*** EXERCISE MATERIAL Section Begins ***

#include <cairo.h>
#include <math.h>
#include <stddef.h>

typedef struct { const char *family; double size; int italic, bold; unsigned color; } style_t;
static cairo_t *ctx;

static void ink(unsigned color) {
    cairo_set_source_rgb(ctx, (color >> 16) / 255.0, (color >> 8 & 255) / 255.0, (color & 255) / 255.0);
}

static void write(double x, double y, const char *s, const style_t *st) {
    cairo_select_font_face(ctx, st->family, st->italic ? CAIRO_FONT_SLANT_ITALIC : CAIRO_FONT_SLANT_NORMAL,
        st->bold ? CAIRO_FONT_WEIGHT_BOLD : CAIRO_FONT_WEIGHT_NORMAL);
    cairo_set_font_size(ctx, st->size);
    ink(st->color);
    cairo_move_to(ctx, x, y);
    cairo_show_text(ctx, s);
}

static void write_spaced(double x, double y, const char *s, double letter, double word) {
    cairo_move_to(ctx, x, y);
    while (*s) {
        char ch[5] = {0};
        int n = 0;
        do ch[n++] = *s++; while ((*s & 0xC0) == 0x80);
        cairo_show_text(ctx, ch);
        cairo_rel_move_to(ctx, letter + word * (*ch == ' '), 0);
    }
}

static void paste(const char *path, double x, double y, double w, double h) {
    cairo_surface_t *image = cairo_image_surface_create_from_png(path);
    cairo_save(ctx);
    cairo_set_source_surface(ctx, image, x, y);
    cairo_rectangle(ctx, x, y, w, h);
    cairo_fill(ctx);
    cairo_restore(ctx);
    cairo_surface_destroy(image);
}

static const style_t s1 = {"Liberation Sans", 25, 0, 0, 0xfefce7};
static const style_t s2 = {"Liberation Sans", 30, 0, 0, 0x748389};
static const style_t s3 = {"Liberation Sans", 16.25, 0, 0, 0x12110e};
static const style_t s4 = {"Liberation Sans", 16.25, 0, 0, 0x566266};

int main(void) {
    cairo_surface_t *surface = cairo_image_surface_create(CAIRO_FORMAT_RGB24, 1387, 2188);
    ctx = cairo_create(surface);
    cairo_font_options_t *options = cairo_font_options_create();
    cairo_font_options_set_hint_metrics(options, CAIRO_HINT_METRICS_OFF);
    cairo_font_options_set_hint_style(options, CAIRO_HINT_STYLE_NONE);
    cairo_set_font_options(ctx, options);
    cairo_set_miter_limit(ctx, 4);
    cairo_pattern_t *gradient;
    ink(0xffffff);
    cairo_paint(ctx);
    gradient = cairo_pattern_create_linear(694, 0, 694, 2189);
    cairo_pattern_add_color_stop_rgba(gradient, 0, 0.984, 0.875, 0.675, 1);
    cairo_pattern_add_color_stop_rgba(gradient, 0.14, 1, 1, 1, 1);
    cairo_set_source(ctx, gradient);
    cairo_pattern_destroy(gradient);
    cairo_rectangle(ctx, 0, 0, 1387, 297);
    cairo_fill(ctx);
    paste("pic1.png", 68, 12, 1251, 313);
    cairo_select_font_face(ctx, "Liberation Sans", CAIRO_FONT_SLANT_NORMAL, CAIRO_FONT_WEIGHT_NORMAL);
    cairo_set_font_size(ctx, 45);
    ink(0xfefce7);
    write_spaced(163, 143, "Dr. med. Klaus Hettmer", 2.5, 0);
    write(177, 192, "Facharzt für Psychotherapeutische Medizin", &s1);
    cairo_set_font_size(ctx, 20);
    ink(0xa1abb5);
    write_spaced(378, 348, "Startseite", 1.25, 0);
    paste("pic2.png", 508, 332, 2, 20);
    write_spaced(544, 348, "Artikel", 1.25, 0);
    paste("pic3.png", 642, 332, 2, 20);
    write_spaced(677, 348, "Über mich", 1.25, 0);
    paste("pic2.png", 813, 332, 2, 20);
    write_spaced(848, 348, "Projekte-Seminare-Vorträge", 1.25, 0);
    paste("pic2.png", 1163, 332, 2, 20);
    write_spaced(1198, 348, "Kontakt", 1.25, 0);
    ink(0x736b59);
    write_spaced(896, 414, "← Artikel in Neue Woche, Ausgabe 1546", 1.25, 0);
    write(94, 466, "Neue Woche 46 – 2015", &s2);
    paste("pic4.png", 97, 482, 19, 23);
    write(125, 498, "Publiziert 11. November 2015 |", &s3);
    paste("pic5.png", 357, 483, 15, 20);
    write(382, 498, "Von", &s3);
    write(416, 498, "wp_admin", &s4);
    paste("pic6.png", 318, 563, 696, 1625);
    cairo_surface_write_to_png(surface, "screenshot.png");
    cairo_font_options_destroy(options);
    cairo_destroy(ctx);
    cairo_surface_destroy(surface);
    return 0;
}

*** EXERCISE MATERIAL Section Ends ***

* DIRECTIONS
Look above for the line containing "static cairo_t *ctx;" and the line containing "cairo_select_font_face(ctx, st->family, st->italic". Transcribe both, with the lines between them, exactly.

* EXPECTED OUTPUT
static cairo_t *ctx;

static void ink(unsigned color) {
    cairo_set_source_rgb(ctx, (color >> 16) / 255.0, (color >> 8 & 255) / 255.0, (color & 255) / 255.0);
}

static void write(double x, double y, const char *s, const style_t *st) {
    cairo_select_font_face(ctx, st->family, st->italic ? CAIRO_FONT_SLANT_ITALIC : CAIRO_FONT_SLANT_NORMAL,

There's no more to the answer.